Na początku zaciekawiły mnie historie przekazywane mi przez moją ciocię i mamę, które nadal tak jak ja wierzą, i często mam komu o tym opowiadać.
Więc, pewnie każdy z was zna kryptydę "The Rake". Nie wyobrażam sobie, żeby ktoś go nie znał - bladej, wychudzonej, humanoidalnej kryptydy. Historię tą opowiedziała mi ciocia, która nawet miała do tego solidnych świadków. Kiedy była mała, gdzieś w wieku 10, może 13 lat, poszła razem z dwójką znajomych na łąkę, na którą zwykli chodzić. Nagle zauważyli, że w trawie coś siedzi. W grupce nastąpiło poruszenie, ale szybko przekonali się, że mógł to być pan, który wypasał tam krowy. Prawda została jednak ujawniona, kiedy podeszli bliżej, na odległość ok. 15 metrów, kreatura odwróciła szybko głowę w ich stronę, a następnie zaczęła robić susy w trawie, uciekając w las. Mówiąc "susy" mam na myśli sposób, w którym poruszają się np. sarny. Wiecie o co chodzi? Właśnie.
Niestety, o tej istocie była to ostatnia wzmianka, więc prawdopodobnie nigdy nie dowiemy się niczego więcej.
Kolejne o czym chce powiedzieć, to zdarzenia z rzędu tych paranormalnych. Normalnym jest, że w mniejszych czy większych wsiach istnieją legendy, przesądy i oczywiście historie o duchach. Przez teren na którym żyje, przeszedł front pierwszej wojny światowej. W lesie nocą, w określonym miejscu słychać czasem dźwięk łańcuchów, ale to... mniej istotne. Akurat ja nie miałem zbyt wielu doznań z rzędu paranormalnych, więc dopóki sobie nie przypomnę, to mało teraz napiszę na ten temat.

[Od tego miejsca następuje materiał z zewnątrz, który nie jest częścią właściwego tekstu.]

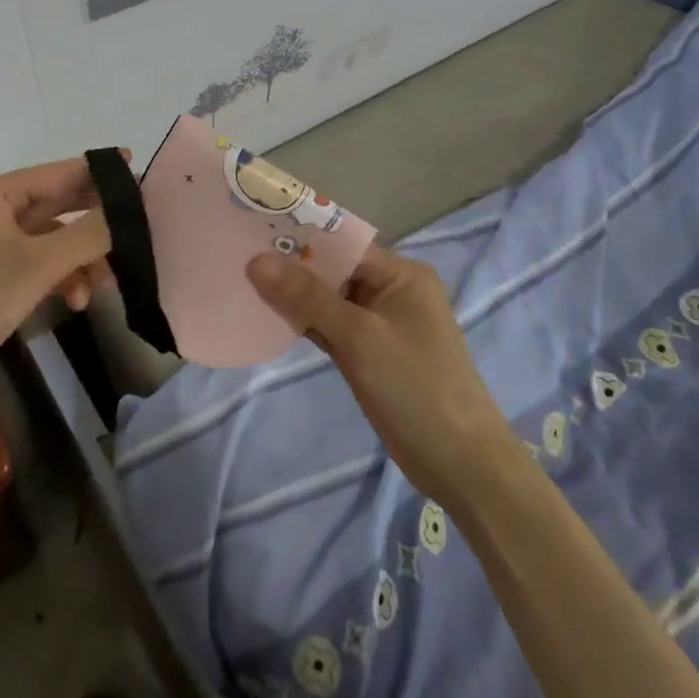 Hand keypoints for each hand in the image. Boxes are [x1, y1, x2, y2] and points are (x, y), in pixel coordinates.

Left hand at [0, 156, 114, 417]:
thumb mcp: (37, 266)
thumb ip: (88, 234)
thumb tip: (127, 210)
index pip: (58, 173)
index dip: (99, 173)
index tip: (139, 173)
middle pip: (55, 206)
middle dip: (93, 226)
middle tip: (137, 233)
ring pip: (48, 241)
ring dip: (77, 260)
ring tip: (103, 287)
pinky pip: (33, 265)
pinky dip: (56, 278)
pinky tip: (74, 301)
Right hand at [248, 246, 502, 497]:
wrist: (462, 466)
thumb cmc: (416, 388)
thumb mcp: (359, 338)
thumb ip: (306, 298)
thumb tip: (256, 260)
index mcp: (400, 274)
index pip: (340, 244)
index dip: (297, 238)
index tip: (250, 232)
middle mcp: (391, 291)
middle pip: (331, 270)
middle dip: (289, 267)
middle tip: (236, 256)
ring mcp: (380, 324)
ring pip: (327, 300)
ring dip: (293, 296)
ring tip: (242, 282)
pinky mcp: (370, 353)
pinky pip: (330, 327)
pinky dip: (304, 323)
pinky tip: (268, 317) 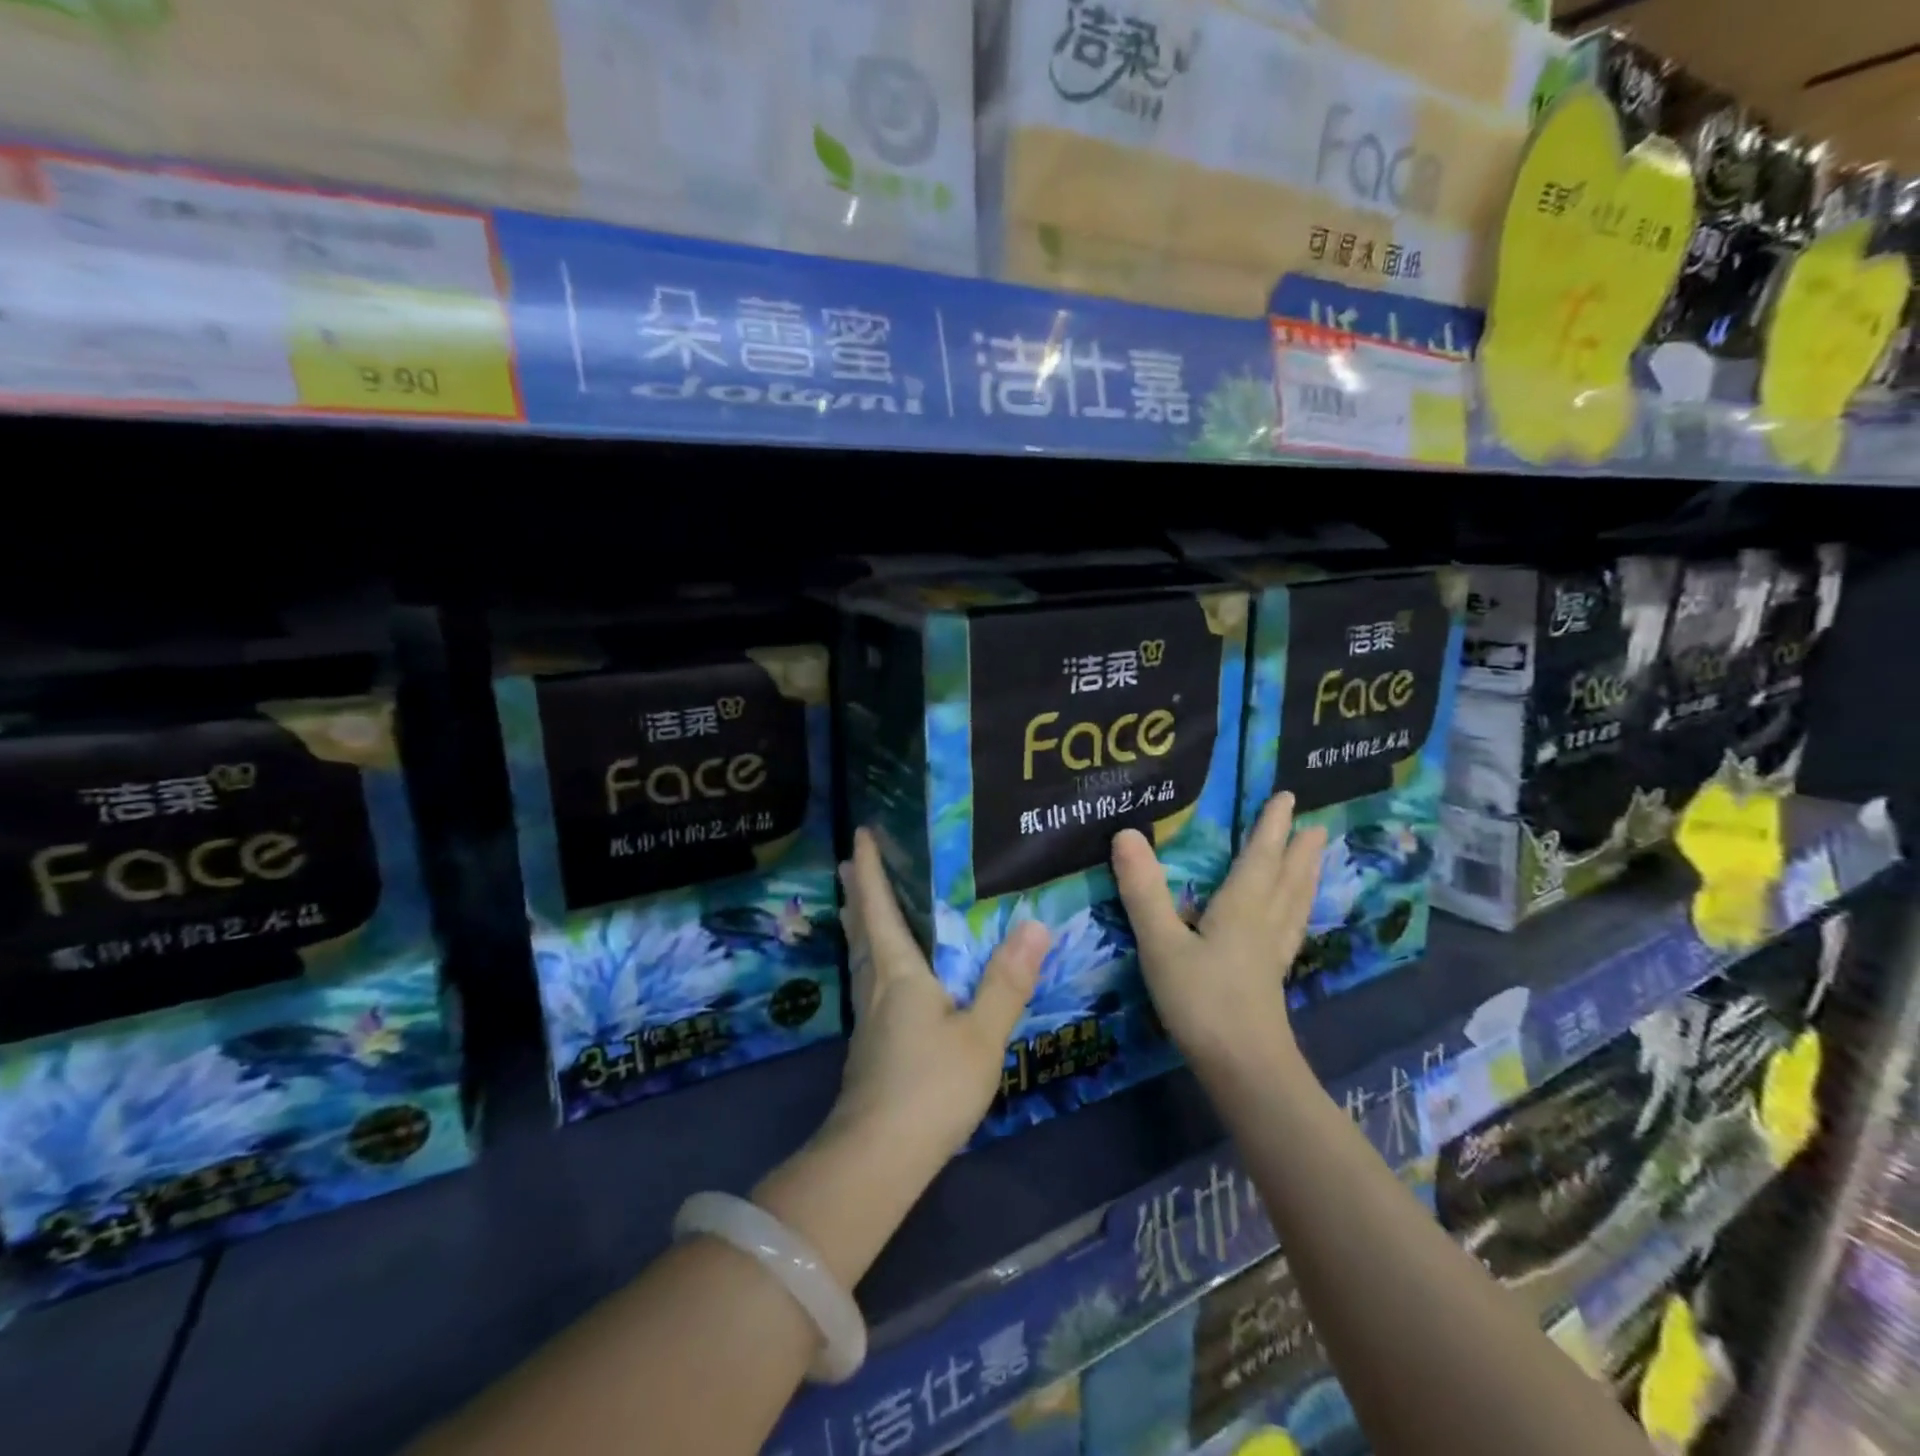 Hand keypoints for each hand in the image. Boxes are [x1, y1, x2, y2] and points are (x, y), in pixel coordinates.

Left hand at [827, 828, 1046, 1166]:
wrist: (878, 1157)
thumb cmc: (930, 1087)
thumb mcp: (981, 1034)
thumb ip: (1007, 980)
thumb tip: (1035, 924)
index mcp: (898, 971)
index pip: (878, 905)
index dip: (869, 868)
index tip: (861, 834)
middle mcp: (875, 984)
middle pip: (861, 926)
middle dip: (858, 891)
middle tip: (854, 862)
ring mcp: (867, 1017)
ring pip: (859, 954)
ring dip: (859, 922)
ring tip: (858, 904)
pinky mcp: (869, 1043)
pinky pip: (866, 979)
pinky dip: (868, 954)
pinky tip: (882, 971)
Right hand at [1110, 793, 1324, 1075]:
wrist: (1244, 1070)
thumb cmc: (1202, 1001)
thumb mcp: (1161, 943)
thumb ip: (1143, 891)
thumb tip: (1126, 833)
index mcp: (1241, 909)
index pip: (1259, 857)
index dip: (1271, 827)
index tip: (1287, 797)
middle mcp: (1263, 925)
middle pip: (1286, 879)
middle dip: (1297, 850)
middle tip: (1314, 825)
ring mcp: (1271, 956)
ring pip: (1293, 906)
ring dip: (1304, 878)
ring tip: (1315, 860)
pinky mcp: (1269, 981)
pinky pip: (1289, 933)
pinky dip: (1295, 914)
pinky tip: (1291, 923) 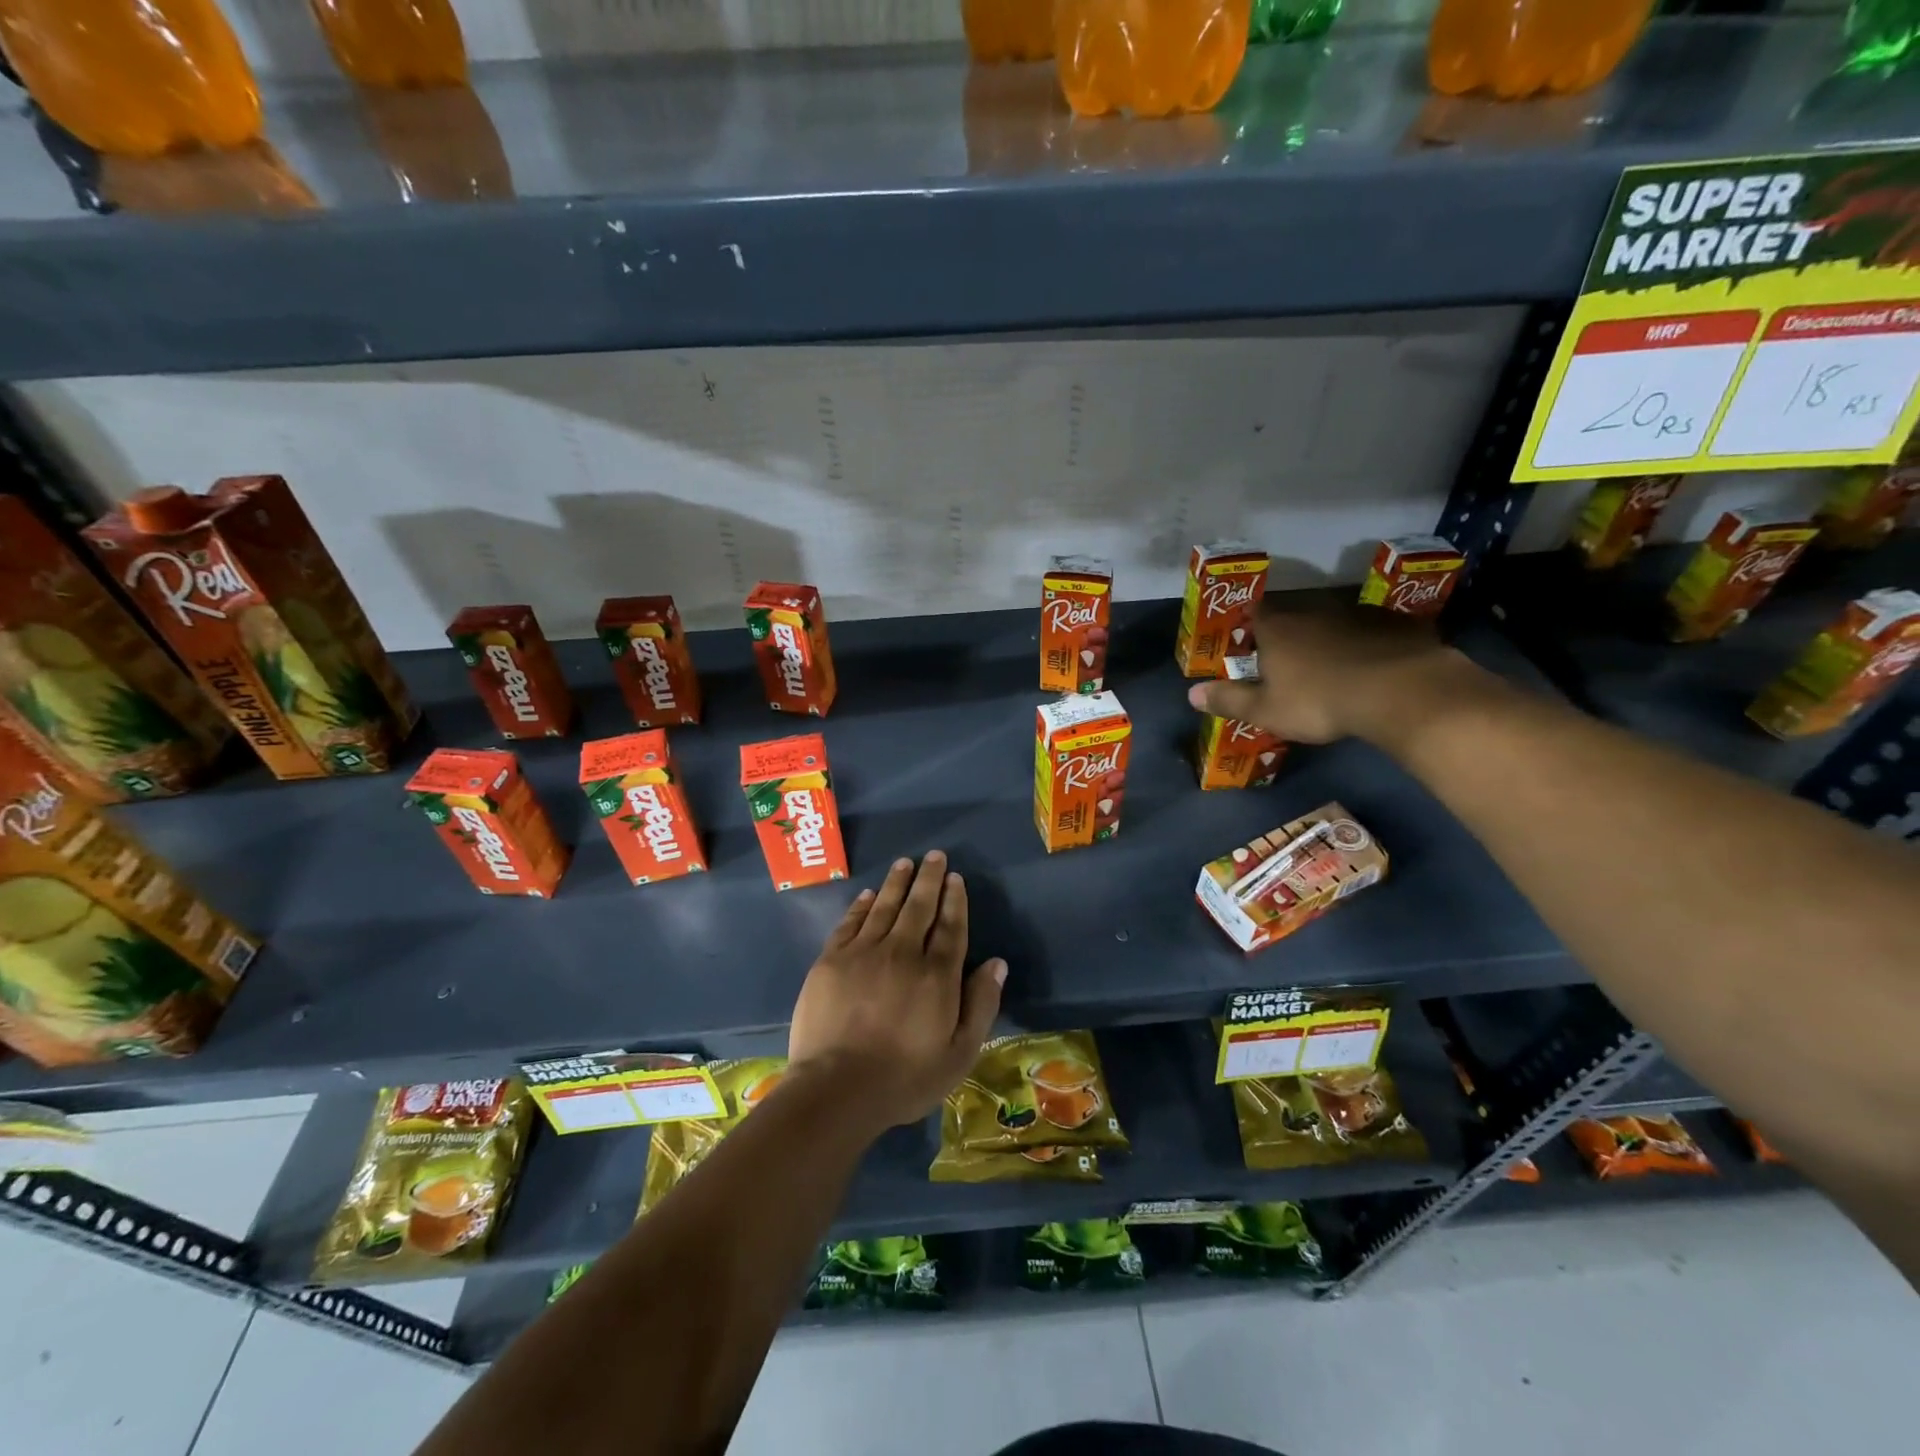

Wracając do kryptydy. Czy to, że przez lasy przeszedł front mogło jakoś sprowadzić ją tu po wojnie? Coś w stylu żerowiska? Co o tym jeszcze mogę powiedzieć, to historia opowiedziana mi przez (zgadnijcie kogo) moją ciocię. Miała może z 17 lat kiedy to się stało. Historia nie należy do zbyt przerażających, ale jest bardzo warta do opowiedzenia. Moja ciocia, wraz ze swoją przyjaciółką szły przez śnieg w stronę budki leśniczego, znajdującej się przy granicy lasu. Oczywiście, szły tam aby zapalić, w końcu nie były jeszcze pełnoletnie. Kiedy były już bardzo blisko, to zobaczyły, że na śniegu coś leży. Była to odcięta głowa świni. Leżała na śniegu, na ok. 40cm śniegu. Leżała, jakby ktoś ją tam odłożył, ale wokół nie było żadnych śladów, a śnieg nie padał już od jakiegoś czasu. Jak ta głowa się tam znalazła? Dzikie zwierzęta? Ale przecież najbliższe gospodarstwo posiadające świnie było z 2 kilometry z dala od tego miejsca. I gdzie były ślady? Czemu zwierze ją poprostu zostawiło?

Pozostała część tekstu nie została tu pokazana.